- WHAT IS EXPECTED: Copy every line of the records that includes the word "links".

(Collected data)
Start of Block
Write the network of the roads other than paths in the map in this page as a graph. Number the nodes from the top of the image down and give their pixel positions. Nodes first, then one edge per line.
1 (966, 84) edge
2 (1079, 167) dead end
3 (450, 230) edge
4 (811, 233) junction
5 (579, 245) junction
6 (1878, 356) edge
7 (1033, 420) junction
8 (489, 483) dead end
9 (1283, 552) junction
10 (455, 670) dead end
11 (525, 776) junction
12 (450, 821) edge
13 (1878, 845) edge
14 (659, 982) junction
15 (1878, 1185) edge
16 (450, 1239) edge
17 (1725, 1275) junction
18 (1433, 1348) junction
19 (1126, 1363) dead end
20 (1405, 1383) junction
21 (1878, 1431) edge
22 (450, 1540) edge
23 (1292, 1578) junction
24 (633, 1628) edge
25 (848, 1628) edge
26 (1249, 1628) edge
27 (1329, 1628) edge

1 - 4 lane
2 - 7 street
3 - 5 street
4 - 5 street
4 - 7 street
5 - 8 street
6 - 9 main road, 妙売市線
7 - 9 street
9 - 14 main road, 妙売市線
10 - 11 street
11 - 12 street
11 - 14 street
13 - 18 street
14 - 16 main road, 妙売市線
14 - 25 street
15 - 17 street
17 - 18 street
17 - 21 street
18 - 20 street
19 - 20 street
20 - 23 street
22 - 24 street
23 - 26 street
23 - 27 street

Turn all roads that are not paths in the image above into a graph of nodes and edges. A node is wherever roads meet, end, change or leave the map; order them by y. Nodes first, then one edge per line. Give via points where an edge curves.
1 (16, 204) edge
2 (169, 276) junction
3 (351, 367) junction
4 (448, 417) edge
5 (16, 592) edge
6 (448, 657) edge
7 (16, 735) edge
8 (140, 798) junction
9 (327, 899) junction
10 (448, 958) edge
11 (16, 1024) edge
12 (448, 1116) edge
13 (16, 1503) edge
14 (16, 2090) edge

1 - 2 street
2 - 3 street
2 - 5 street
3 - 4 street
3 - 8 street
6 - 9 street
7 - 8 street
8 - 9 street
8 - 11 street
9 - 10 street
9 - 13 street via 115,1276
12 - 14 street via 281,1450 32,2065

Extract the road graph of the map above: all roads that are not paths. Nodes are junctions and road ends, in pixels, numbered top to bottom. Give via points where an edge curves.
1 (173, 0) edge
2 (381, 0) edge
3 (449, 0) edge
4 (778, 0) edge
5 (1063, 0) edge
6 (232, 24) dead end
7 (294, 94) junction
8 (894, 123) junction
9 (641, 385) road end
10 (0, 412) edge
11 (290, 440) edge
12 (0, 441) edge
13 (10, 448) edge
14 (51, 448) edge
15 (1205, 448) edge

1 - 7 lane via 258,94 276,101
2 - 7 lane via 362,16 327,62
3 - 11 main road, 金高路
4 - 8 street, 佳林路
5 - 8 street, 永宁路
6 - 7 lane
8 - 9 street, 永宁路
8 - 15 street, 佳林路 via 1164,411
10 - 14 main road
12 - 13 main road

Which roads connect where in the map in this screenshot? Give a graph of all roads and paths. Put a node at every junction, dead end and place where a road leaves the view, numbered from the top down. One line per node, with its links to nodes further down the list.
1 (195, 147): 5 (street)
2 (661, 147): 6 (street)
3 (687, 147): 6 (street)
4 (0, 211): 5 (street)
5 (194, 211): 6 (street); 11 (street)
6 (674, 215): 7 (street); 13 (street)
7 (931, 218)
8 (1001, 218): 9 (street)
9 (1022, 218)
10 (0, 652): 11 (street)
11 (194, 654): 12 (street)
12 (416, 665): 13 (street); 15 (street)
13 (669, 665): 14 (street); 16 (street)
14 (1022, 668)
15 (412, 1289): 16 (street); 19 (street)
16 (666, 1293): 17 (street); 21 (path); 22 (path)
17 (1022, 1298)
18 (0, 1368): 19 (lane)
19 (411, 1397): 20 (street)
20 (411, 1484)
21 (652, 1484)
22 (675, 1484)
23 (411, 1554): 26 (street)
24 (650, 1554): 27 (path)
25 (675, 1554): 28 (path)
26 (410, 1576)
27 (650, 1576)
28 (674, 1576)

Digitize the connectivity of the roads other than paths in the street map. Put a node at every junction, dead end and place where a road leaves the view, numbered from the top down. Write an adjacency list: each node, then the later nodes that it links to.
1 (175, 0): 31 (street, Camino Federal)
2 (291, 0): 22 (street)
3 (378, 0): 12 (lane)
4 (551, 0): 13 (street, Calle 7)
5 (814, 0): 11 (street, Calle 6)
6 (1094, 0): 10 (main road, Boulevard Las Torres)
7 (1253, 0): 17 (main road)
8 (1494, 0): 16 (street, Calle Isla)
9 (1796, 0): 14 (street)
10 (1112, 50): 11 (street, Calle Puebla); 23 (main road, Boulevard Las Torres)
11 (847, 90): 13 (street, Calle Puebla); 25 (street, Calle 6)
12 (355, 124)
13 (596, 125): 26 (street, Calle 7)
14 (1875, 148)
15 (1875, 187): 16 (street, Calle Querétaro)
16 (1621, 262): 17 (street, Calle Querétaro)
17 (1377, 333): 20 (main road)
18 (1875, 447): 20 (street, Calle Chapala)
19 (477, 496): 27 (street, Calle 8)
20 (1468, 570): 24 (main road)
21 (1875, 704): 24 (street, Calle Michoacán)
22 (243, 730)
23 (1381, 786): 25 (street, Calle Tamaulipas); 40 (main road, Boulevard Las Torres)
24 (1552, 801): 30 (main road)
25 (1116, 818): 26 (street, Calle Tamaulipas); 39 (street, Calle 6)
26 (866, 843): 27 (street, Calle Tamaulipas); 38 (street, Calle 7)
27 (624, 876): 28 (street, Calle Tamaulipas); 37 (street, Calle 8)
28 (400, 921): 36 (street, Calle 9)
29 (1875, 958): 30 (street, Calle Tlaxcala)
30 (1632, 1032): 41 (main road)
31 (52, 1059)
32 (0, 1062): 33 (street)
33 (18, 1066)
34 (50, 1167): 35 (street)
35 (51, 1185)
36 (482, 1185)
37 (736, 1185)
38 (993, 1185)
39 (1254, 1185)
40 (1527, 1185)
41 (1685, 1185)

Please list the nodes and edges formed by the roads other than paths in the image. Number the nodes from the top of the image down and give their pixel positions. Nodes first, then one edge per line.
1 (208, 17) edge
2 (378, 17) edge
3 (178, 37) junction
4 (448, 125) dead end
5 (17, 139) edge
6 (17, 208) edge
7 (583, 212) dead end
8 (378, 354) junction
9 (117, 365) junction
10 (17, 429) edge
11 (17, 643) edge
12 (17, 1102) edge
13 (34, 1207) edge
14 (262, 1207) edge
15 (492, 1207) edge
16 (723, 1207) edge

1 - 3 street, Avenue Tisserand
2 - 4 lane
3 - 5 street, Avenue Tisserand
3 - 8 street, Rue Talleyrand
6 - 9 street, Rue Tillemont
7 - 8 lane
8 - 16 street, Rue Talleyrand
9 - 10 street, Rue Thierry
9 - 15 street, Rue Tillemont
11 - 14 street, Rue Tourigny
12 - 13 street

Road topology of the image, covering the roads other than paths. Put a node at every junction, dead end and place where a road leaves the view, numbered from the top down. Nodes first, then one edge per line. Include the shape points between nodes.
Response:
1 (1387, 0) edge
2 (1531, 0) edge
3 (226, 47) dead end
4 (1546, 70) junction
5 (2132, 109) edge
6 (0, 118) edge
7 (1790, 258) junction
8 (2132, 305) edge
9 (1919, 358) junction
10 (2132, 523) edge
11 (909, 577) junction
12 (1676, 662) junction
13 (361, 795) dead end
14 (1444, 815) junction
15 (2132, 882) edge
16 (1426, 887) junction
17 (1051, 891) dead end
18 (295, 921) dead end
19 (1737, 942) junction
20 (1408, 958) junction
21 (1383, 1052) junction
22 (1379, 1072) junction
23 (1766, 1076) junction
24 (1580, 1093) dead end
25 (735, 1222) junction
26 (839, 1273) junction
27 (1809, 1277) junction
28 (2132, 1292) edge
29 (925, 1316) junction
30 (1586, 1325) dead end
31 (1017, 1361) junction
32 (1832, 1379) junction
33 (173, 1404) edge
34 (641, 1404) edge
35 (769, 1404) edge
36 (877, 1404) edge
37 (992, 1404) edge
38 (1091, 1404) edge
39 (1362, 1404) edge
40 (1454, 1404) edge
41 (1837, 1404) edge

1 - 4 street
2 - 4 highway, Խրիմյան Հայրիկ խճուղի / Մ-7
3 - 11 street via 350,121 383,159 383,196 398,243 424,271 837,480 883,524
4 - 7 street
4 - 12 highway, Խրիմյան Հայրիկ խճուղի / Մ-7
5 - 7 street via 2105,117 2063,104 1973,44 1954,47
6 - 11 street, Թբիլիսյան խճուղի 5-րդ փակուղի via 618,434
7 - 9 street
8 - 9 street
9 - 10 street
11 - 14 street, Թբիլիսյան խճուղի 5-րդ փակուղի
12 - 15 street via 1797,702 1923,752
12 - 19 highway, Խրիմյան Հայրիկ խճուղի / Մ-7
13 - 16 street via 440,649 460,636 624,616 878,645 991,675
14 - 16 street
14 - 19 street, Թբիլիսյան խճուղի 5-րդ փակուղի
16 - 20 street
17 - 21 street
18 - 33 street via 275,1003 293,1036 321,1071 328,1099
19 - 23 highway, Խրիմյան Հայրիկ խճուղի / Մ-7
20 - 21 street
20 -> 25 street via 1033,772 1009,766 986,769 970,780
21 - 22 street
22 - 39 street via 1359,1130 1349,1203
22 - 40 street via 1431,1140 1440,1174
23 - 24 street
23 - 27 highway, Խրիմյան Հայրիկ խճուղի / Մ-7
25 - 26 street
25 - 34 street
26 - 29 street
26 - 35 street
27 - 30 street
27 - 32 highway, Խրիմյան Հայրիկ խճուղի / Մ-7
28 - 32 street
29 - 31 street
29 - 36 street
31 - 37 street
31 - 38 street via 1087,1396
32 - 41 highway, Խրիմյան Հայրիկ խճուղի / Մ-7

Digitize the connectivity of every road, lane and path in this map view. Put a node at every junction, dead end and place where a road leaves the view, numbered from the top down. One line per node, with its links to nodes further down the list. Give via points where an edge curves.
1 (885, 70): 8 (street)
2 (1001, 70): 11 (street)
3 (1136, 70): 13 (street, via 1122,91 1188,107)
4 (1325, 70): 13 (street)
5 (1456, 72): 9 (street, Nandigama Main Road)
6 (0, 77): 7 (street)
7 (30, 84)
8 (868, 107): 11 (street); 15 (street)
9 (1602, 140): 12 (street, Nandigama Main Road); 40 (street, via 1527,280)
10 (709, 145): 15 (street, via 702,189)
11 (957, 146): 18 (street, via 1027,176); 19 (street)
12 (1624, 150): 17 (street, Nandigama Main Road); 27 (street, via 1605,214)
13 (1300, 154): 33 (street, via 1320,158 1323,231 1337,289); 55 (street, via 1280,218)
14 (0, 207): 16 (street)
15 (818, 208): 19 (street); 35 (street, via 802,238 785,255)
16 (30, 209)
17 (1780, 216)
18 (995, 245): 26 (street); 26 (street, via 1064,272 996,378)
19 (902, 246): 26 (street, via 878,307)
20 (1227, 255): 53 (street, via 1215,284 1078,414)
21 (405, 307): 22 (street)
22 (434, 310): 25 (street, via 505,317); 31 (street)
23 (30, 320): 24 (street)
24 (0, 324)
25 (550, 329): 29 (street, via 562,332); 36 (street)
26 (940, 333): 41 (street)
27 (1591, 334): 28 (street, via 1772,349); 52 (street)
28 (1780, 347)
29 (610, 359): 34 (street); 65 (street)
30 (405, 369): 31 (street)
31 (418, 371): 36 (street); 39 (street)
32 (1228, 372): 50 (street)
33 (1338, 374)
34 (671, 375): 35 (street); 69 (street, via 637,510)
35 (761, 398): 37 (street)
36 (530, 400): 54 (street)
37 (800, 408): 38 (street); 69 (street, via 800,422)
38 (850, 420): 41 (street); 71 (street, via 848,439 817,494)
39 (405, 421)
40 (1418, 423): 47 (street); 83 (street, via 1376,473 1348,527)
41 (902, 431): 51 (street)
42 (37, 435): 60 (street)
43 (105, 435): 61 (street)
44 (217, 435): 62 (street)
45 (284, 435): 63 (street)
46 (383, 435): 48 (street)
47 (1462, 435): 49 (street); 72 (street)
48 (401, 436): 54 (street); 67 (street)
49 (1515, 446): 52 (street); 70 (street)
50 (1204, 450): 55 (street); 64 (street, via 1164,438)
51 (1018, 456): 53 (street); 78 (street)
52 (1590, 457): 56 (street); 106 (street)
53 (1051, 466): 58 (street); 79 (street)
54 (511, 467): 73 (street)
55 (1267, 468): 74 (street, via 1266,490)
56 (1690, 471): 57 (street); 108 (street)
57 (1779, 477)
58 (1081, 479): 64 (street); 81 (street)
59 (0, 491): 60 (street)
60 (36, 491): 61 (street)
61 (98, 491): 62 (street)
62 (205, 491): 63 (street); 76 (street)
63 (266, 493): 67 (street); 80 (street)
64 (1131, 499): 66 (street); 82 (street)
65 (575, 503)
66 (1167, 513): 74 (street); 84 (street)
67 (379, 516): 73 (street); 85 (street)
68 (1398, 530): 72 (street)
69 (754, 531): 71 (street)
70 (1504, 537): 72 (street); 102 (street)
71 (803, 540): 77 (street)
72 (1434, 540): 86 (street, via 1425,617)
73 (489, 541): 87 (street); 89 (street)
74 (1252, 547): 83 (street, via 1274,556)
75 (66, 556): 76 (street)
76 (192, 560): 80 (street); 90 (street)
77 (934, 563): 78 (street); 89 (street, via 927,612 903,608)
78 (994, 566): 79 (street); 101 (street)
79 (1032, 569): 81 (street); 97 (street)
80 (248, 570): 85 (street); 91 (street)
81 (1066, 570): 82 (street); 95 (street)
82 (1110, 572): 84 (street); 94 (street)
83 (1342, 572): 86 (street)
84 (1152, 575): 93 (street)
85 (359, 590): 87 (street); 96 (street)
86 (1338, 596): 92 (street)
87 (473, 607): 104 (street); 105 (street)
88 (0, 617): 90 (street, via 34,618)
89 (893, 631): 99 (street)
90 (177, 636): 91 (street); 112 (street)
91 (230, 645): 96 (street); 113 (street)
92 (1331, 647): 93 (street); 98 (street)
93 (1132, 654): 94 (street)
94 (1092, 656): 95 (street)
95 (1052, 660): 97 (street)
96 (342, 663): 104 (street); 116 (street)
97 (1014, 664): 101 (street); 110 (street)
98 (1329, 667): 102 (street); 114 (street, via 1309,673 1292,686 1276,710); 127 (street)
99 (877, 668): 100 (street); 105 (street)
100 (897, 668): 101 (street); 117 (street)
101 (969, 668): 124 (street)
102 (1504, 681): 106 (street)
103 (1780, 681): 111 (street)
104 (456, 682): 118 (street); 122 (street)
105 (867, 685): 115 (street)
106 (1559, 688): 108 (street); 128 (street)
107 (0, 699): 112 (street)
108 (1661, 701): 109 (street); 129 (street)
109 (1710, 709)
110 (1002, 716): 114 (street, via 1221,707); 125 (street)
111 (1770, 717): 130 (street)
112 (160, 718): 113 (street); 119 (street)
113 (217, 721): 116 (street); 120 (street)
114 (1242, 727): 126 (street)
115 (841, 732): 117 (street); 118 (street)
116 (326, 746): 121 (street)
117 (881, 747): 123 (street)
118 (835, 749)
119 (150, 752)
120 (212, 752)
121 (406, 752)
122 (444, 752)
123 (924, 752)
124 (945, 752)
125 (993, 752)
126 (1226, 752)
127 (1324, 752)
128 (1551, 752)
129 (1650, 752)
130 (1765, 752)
End of Block
- RESPONSE FOR THIS EXERCISE:
Which roads connect where in the map in this screenshot? Give a graph of all roads and paths. Put a node at every junction, dead end and place where a road leaves the view, numbered from the top down. One line per node, with its links to nodes further down the list.
Digitize the connectivity of the roads other than paths in the street map. Put a node at every junction, dead end and place where a road leaves the view, numbered from the top down. Write an adjacency list: each node, then the later nodes that it links to.
Digitize the connectivity of every road, lane and path in this map view. Put a node at every junction, dead end and place where a road leaves the view, numbered from the top down. One line per node, with its links to nodes further down the list. Give via points where an edge curves.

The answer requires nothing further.